Records for the task —
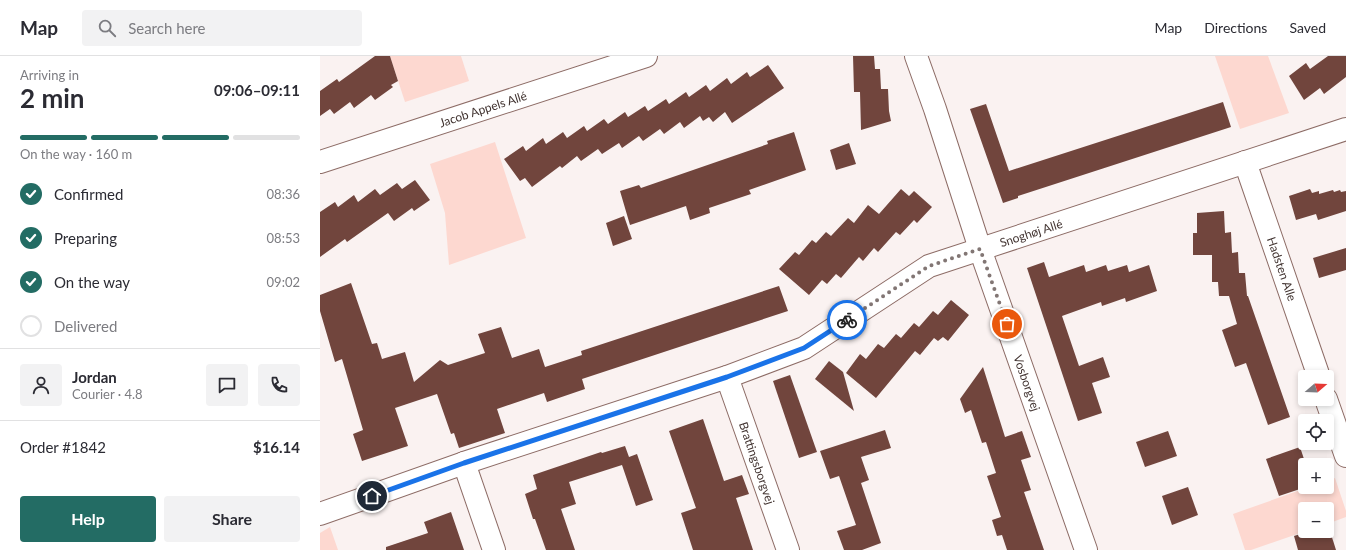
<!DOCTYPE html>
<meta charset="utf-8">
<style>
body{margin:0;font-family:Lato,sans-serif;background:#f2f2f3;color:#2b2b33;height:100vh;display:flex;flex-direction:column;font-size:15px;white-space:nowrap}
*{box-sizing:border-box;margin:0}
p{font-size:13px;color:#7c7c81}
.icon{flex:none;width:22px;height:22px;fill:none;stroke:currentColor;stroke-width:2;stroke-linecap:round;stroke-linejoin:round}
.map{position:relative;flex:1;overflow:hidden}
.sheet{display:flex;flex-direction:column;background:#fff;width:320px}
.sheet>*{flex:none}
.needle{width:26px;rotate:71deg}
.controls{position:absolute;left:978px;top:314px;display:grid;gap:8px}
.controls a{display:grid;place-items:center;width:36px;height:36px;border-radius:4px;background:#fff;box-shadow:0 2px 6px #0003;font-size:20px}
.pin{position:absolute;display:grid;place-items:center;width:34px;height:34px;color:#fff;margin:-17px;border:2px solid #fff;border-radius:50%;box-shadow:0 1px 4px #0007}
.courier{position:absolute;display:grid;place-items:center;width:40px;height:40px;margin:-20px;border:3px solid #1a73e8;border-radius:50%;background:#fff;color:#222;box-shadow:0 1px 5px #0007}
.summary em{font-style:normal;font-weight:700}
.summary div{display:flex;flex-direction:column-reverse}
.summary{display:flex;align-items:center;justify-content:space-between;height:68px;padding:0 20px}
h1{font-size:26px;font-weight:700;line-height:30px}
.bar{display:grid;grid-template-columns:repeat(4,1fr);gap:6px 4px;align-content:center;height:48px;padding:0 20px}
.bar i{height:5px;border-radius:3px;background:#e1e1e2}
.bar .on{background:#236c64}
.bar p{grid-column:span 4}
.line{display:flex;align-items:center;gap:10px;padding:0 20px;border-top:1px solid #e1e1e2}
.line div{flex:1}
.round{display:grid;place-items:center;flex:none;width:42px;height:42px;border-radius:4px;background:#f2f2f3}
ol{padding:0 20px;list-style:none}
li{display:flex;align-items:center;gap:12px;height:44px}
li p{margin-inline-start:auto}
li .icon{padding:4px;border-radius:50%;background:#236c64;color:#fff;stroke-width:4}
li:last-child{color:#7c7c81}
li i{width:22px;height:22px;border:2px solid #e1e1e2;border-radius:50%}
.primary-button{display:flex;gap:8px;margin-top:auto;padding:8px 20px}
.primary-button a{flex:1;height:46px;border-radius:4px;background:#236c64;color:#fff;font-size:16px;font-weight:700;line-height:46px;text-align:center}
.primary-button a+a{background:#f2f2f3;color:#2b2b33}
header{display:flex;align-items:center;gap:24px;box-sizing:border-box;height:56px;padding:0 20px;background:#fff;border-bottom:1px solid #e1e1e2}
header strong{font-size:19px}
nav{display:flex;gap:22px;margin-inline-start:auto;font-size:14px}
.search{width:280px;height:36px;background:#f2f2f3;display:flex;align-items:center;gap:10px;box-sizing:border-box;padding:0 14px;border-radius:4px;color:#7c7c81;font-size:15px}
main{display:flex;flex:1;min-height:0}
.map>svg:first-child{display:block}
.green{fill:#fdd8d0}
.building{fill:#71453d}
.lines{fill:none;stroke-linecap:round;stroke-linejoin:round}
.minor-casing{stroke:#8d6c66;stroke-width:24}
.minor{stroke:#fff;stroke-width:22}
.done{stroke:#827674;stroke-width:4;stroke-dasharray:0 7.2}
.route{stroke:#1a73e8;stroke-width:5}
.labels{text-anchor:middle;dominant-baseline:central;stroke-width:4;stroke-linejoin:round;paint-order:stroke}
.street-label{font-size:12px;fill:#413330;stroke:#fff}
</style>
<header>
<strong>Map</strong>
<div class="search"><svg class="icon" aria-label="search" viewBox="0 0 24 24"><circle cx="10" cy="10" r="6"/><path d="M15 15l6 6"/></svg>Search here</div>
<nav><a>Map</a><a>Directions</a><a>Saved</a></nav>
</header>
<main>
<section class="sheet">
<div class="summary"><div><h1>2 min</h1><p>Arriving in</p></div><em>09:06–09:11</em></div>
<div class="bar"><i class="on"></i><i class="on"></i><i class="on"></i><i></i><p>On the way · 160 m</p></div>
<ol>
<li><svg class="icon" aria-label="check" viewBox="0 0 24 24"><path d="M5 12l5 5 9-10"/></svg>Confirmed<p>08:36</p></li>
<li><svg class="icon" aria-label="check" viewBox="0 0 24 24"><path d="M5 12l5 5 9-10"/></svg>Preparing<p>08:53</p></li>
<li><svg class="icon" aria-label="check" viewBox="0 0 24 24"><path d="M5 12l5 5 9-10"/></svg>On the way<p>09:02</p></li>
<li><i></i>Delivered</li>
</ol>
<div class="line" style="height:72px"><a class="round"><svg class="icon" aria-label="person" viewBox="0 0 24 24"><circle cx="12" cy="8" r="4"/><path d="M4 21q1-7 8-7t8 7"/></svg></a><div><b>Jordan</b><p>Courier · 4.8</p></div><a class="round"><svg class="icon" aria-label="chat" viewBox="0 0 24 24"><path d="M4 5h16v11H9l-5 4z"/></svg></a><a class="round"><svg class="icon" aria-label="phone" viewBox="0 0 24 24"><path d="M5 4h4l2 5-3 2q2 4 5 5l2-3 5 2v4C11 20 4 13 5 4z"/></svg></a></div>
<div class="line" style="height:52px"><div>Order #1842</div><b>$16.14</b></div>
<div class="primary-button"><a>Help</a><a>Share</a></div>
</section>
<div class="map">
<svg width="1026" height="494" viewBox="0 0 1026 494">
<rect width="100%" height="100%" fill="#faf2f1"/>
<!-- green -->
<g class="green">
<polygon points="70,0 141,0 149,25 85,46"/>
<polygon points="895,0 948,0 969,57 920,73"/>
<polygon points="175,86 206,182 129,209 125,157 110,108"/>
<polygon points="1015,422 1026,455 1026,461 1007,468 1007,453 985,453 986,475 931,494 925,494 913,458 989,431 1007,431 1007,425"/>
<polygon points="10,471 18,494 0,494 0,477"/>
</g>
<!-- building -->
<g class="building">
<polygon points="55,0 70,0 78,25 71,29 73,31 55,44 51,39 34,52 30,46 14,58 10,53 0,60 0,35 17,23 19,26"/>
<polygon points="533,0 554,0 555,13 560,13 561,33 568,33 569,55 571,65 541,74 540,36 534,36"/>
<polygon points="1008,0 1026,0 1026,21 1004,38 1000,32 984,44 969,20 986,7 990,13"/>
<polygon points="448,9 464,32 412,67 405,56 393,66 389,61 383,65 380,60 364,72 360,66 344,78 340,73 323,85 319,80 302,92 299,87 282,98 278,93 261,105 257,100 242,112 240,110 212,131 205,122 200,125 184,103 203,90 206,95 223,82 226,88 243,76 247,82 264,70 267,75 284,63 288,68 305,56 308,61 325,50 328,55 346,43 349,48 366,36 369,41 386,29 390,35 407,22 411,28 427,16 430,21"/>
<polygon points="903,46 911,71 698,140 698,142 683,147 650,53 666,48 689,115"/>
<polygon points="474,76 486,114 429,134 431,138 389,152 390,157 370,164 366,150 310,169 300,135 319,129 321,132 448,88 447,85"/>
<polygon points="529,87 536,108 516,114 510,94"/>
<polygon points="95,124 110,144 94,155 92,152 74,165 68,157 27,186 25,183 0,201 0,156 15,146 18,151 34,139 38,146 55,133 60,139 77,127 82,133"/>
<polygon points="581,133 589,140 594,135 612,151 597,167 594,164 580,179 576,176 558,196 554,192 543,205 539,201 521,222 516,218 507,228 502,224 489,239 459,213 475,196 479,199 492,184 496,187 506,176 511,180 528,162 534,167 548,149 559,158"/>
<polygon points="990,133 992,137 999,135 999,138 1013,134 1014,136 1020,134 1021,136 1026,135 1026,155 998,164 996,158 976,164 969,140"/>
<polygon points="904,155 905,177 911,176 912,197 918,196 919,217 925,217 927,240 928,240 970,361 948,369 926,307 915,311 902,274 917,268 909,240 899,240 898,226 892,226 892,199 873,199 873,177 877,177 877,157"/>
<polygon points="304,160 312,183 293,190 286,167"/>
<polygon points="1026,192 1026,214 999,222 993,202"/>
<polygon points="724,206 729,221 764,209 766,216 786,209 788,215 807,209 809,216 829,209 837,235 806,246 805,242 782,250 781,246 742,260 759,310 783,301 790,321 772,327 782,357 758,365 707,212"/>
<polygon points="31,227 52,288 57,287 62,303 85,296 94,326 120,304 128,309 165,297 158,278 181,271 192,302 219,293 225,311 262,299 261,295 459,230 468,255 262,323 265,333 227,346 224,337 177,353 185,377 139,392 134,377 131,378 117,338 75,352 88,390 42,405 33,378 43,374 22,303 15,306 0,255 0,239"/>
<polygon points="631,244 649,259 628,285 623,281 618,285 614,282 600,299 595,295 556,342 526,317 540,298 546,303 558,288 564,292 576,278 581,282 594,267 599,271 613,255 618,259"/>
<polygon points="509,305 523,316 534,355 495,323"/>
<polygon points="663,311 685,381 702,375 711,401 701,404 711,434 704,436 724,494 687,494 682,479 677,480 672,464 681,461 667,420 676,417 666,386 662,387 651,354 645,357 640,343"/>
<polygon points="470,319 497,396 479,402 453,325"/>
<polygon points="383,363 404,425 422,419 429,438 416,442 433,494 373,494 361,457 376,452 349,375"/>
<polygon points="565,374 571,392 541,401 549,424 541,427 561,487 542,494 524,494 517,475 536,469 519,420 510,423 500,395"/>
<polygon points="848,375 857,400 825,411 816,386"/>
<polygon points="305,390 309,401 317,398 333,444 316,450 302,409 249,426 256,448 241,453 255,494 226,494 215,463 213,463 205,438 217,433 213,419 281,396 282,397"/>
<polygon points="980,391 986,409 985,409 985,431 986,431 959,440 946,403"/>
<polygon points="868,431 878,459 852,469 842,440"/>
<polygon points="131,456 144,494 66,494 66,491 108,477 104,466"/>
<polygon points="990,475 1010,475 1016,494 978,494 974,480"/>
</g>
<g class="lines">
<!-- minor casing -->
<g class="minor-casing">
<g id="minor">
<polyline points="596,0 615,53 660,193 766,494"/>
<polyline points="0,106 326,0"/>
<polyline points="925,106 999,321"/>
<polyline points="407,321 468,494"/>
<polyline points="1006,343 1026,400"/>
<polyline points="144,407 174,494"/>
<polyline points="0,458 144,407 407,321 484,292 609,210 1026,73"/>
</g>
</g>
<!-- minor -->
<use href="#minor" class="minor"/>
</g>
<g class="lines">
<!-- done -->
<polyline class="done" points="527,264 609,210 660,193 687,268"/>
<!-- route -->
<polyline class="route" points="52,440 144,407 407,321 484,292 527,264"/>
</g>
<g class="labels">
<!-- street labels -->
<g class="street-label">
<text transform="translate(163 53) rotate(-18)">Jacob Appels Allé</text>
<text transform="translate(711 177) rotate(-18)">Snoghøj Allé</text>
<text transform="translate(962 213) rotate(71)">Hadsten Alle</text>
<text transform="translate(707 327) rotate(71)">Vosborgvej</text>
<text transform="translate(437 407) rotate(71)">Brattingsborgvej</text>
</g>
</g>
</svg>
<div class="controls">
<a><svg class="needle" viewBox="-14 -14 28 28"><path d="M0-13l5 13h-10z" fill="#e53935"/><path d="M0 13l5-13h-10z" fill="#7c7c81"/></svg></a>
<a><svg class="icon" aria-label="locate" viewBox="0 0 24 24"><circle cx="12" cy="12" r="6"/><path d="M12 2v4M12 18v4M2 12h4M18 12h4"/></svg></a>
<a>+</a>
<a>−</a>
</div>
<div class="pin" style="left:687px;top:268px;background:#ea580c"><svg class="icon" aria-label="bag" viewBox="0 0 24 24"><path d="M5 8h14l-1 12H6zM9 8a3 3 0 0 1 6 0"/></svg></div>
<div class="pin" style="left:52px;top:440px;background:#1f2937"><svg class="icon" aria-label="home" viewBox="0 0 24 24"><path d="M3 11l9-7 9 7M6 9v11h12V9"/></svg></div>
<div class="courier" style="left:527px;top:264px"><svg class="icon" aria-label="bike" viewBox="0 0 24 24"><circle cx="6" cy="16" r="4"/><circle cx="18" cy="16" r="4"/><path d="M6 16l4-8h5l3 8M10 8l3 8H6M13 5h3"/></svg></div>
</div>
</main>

Task brief — Among the records above, extract exactly the lines from the line with "911,71 698,140 698,142" to the line with "729,221 764,209 766,216", both lines included, and leave out the rest.

Answer —
<polygon points="903,46 911,71 698,140 698,142 683,147 650,53 666,48 689,115"/>
<polygon points="474,76 486,114 429,134 431,138 389,152 390,157 370,164 366,150 310,169 300,135 319,129 321,132 448,88 447,85"/>
<polygon points="529,87 536,108 516,114 510,94"/>
<polygon points="95,124 110,144 94,155 92,152 74,165 68,157 27,186 25,183 0,201 0,156 15,146 18,151 34,139 38,146 55,133 60,139 77,127 82,133"/>
<polygon points="581,133 589,140 594,135 612,151 597,167 594,164 580,179 576,176 558,196 554,192 543,205 539,201 521,222 516,218 507,228 502,224 489,239 459,213 475,196 479,199 492,184 496,187 506,176 511,180 528,162 534,167 548,149 559,158"/>
<polygon points="990,133 992,137 999,135 999,138 1013,134 1014,136 1020,134 1021,136 1026,135 1026,155 998,164 996,158 976,164 969,140"/>
<polygon points="904,155 905,177 911,176 912,197 918,196 919,217 925,217 927,240 928,240 970,361 948,369 926,307 915,311 902,274 917,268 909,240 899,240 898,226 892,226 892,199 873,199 873,177 877,177 877,157"/>
<polygon points="304,160 312,183 293,190 286,167"/>
<polygon points="1026,192 1026,214 999,222 993,202"/>
<polygon points="724,206 729,221 764,209 766,216 786,209 788,215 807,209 809,216 829,209 837,235 806,246 805,242 782,250 781,246 742,260 759,310 783,301 790,321 772,327 782,357 758,365 707,212"/>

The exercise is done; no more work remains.